Look through the data below. Pick out the lines holding the string "order".

*** PROVIDED MATERIAL Section Begins ***

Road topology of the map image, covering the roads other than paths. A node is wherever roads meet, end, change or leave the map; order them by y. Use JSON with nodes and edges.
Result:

*** PROVIDED MATERIAL Section Ends ***
*** PROVIDED MATERIAL Section Begins ***

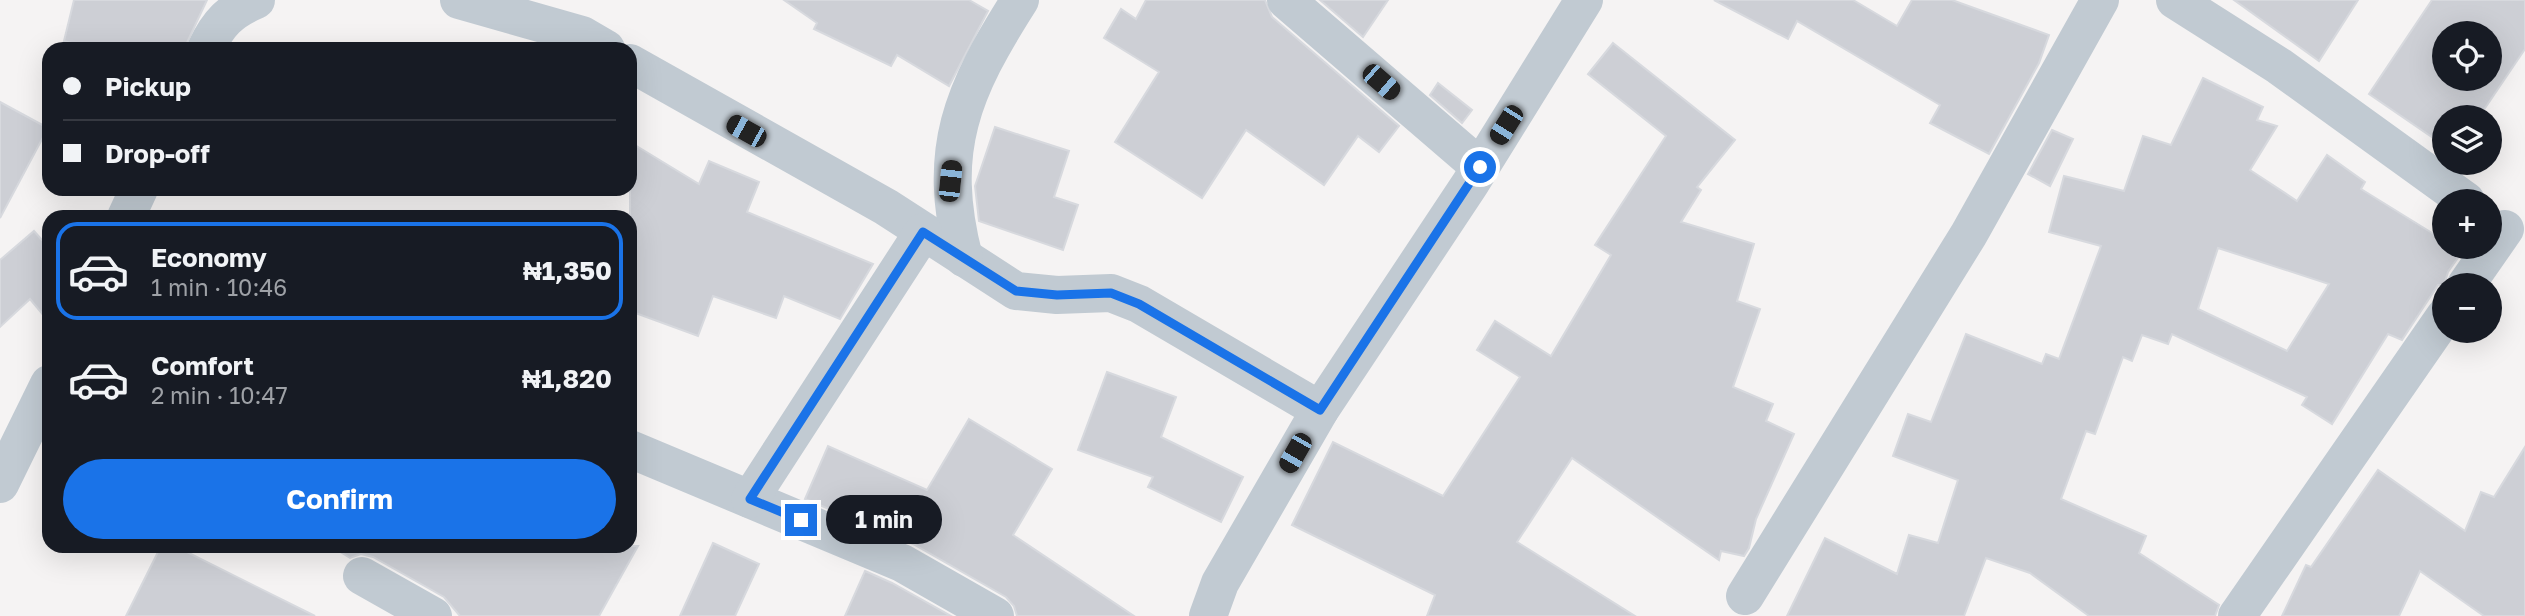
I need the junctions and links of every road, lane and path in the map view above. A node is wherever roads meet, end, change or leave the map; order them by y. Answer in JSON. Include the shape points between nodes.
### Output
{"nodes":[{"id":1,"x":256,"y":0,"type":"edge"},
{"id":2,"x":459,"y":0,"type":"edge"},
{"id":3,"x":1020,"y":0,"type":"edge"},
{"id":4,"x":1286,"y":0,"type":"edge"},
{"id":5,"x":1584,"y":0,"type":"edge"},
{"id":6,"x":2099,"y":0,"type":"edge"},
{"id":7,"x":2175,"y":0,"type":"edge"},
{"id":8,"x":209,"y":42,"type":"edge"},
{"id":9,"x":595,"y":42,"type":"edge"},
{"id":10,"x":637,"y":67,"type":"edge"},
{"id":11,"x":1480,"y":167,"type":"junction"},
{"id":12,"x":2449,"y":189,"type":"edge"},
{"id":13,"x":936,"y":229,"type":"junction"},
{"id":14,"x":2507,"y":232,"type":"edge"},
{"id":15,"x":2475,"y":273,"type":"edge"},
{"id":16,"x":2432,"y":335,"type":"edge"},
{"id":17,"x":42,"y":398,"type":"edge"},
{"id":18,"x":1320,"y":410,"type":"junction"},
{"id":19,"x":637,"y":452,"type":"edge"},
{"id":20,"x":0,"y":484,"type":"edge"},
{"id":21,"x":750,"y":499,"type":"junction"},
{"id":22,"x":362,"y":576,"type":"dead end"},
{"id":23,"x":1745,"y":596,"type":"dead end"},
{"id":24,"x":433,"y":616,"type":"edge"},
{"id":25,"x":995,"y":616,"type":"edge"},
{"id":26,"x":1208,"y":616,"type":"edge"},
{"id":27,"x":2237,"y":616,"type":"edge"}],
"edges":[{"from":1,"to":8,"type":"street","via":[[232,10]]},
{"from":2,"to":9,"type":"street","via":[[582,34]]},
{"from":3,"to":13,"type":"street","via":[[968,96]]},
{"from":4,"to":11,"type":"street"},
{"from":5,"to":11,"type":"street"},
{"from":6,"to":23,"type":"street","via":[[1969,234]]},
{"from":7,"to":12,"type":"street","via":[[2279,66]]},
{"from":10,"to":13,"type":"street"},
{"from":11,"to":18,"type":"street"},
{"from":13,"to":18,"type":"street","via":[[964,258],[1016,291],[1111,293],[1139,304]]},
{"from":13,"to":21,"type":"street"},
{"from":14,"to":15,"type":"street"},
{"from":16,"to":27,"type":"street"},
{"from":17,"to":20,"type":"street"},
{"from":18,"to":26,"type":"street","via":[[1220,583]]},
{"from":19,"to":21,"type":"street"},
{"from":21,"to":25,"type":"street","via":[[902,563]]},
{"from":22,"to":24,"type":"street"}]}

*** PROVIDED MATERIAL Section Ends ***
*** PROVIDED MATERIAL Section Begins ***

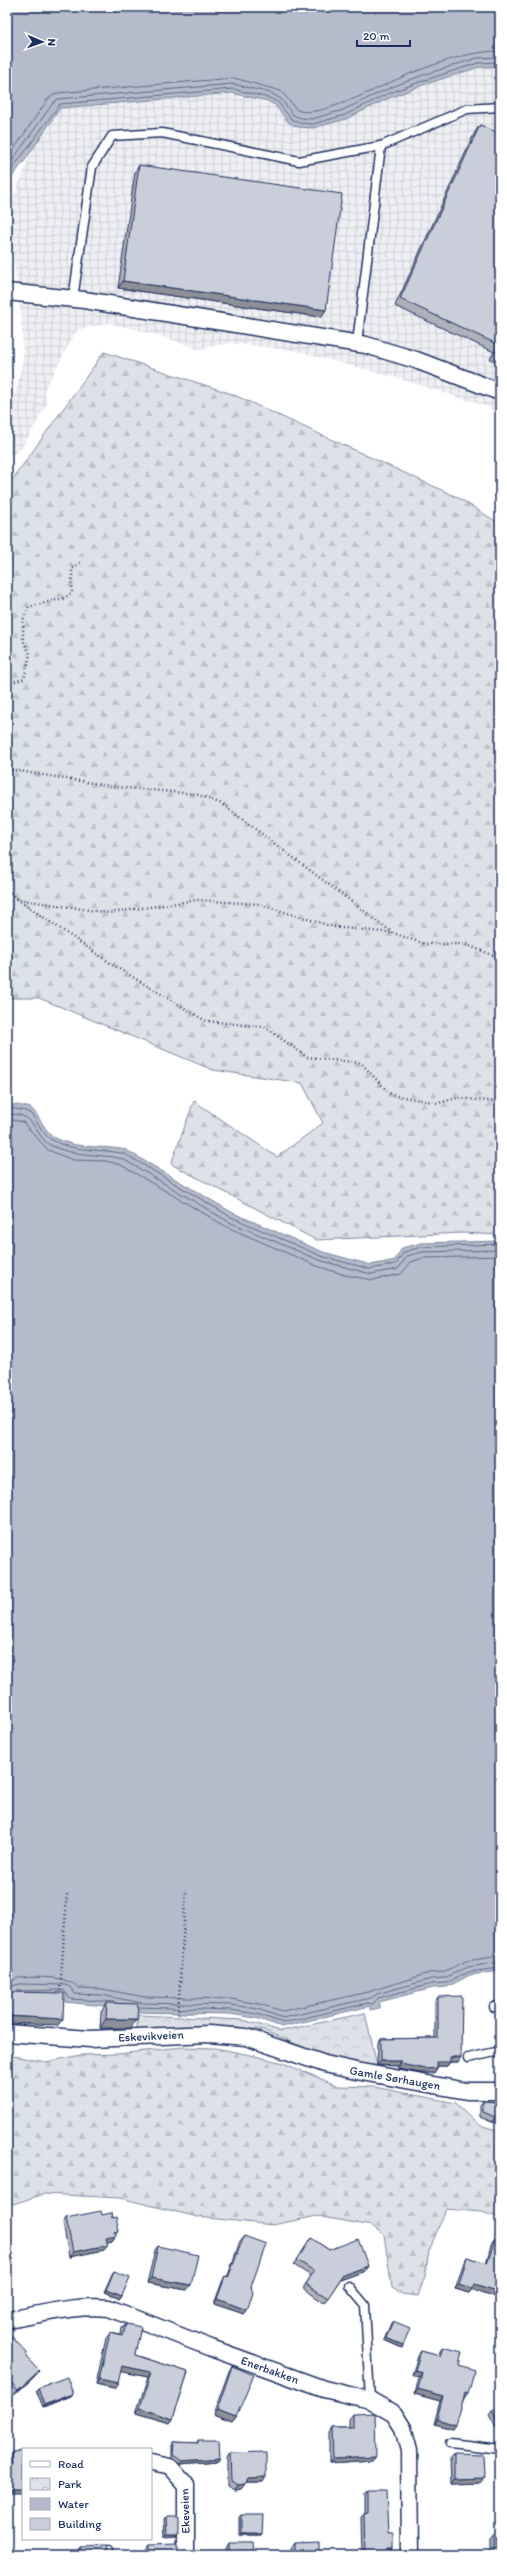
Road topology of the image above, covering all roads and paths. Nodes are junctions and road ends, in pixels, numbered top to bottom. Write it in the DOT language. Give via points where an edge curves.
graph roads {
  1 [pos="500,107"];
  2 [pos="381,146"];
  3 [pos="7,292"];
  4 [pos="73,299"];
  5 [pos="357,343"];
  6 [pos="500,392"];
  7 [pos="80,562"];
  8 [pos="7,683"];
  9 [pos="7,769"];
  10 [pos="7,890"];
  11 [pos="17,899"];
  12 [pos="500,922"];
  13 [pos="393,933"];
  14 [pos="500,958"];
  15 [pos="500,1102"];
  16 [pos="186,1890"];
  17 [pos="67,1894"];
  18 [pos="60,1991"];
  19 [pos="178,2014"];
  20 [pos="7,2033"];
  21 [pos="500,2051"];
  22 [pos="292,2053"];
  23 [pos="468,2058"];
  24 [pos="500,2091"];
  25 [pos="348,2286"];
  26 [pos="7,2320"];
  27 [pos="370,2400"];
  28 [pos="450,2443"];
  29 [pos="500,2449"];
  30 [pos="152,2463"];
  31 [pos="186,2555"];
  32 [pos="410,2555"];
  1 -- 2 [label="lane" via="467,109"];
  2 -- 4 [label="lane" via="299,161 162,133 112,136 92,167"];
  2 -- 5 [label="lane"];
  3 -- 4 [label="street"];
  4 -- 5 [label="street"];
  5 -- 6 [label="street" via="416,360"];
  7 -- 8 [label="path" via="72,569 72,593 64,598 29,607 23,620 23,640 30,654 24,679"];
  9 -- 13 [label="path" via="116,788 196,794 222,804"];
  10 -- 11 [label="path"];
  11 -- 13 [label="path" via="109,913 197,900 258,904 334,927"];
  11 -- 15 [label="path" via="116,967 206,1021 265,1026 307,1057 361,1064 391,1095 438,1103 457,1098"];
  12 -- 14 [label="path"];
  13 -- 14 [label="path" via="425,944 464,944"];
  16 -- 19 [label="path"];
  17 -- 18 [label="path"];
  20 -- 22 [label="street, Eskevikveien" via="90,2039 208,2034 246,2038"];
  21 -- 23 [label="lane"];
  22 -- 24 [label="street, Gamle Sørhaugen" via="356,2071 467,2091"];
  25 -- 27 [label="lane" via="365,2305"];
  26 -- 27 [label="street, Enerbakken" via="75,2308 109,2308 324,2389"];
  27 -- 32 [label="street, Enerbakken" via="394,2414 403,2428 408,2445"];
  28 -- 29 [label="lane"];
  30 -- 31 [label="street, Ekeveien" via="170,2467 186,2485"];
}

*** PROVIDED MATERIAL Section Ends ***

**PROBLEM SOLUTION:**
Road topology of the map image, covering the roads other than paths. A node is wherever roads meet, end, change or leave the map; order them by y. Use JSON with nodes and edges.
I need the junctions and links of every road, lane and path in the map view above. A node is wherever roads meet, end, change or leave the map; order them by y. Answer in JSON. Include the shape points between nodes.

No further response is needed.